Gross bank credit rose nearly 18% Y-o-Y to nearly Rs 129 trillion as on October 21, the Reserve Bank of India’s latest data on the credit growth showed. Loans to MSMEs and retail via NBFCs, home loans and large corporate accounted for a big chunk of the credit growth.
Personal loans rose 20.2% YoY, loans to industry grew nearly 14% and loans to the services sector increased nearly 23%.

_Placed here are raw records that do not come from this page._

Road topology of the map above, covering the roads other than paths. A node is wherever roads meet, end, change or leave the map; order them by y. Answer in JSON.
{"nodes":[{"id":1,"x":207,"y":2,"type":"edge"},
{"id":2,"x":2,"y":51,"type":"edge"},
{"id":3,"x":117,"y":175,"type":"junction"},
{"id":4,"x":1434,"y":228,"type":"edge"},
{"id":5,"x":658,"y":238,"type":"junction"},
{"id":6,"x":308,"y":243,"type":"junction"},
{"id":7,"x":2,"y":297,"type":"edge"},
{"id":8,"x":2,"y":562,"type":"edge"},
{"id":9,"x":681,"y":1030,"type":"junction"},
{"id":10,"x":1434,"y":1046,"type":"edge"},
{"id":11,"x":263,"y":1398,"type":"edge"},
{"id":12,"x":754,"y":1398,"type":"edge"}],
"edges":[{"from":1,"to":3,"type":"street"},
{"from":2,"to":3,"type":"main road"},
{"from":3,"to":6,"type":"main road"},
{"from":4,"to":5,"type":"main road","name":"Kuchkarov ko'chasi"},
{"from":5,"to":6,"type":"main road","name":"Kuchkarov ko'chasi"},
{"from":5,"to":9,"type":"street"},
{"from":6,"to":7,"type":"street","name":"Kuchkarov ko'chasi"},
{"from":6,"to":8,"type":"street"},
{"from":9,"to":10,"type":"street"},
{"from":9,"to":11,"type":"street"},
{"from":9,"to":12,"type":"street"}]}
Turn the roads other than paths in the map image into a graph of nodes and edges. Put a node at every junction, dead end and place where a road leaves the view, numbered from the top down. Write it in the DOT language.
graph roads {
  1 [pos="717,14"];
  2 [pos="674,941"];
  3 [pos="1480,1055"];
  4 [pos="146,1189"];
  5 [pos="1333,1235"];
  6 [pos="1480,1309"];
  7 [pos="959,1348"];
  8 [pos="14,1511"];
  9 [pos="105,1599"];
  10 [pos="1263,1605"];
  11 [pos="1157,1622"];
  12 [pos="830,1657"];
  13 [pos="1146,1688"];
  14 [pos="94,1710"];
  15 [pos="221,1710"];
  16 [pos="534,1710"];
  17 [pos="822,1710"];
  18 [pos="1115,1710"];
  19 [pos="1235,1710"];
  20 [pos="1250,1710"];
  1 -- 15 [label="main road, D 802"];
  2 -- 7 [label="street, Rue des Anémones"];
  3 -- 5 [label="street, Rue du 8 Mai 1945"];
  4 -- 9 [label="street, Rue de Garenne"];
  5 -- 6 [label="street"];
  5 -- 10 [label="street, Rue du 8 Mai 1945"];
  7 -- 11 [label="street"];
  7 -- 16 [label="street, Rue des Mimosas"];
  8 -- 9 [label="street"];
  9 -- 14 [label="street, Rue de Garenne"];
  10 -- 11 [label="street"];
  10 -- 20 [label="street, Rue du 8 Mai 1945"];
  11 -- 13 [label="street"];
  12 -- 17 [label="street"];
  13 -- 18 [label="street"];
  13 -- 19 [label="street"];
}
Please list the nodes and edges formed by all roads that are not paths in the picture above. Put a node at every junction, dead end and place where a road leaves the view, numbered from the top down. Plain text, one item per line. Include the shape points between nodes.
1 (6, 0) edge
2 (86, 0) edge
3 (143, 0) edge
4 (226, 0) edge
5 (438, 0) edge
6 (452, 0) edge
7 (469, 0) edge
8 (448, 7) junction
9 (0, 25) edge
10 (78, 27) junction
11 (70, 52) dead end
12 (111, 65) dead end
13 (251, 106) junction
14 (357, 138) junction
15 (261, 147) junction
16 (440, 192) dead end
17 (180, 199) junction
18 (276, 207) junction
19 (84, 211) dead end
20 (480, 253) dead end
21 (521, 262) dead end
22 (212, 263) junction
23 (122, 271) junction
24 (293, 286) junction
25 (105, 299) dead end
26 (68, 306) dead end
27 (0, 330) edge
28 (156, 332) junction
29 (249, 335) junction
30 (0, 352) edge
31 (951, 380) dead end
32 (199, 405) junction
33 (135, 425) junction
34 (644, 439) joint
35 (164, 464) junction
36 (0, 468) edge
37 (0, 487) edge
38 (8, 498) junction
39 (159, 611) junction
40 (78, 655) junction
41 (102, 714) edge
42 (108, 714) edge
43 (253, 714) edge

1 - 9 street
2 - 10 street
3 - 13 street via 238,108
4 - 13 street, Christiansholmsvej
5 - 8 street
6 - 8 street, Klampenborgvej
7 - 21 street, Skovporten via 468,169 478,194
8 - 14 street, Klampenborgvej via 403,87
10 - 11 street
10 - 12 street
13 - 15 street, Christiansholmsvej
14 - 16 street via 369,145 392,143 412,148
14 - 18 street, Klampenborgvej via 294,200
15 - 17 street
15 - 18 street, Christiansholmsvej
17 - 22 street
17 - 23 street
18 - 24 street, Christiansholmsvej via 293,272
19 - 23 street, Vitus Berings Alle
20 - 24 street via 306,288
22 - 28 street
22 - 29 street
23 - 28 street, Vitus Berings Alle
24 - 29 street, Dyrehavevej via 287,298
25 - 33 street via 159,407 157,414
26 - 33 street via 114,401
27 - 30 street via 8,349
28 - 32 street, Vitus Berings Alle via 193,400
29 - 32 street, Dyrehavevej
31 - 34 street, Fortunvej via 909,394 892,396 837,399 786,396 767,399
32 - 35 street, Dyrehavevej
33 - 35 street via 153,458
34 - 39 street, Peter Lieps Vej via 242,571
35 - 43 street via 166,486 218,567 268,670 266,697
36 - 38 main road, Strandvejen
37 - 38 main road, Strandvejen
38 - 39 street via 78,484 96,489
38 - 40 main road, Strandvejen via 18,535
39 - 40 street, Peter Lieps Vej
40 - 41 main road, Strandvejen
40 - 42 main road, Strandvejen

The credit growth is likely to continue to be in double digits in FY23, led by the growth in personal loans and working capital loans to corporates, say analysts. “The medium-term prospects (credit growth) look promising with diminished corporate stress and a substantial buffer for provisions. However, inflation remains a key risk,” CareEdge said in a report. “Even as the RBI has managed domestic inflation to some extent, global inflation has remained high despite hawkish policies. This may lead to demand issues globally causing second-order effects in India.”
Bank loans to non-banking financial companies (NBFCs) rose 38% year-on-year as of October 21, as NBFCs continued to find banks’ interest rates more favorable than the rates offered by the capital market, RBI data showed.
“After the liquidity crisis, the capital market has cut its exposure to NBFCs significantly and its has continued to do so during Covid, too. Since the capital market is not taking exposure to NBFCs, banks are stepping up,” Jindal Haria, financial institutions director, India Ratings, said. “Also, banks want to ramp-up their co-lending and balance-sheet lending. They are trying to forge as many relationships with NBFCs as possible,” he added.
Total bank loans to NBFCs stood at nearly Rs 12.6 trillion as on October 21.
Among specific NBFCs, loans to housing finance companies rose 20.3% and loans to public finance institutions grew nearly 86%, the latest RBI data on sectoral deployment of credit showed. In September, loans to non-bank lenders had risen nearly 31% YoY to Rs 12 trillion.
The steady rise in bank loans to NBFCs comes when corporate bond yields have shot up sharply on the expectation that the RBI will hike the repo rate further from current levels.
With various economists expecting the RBI to hike the repo rate by a further 35 basis points in its December monetary policy, borrowing costs of NBFCs will only rise, with many of them continuing to approach banks for their funding needs. In such a scenario, the net interest margin trajectory of these non-bank lenders will be a key monitorable, as a majority of NBFC loans are marked to the MCLR and these loans are yet to be reset, say analysts.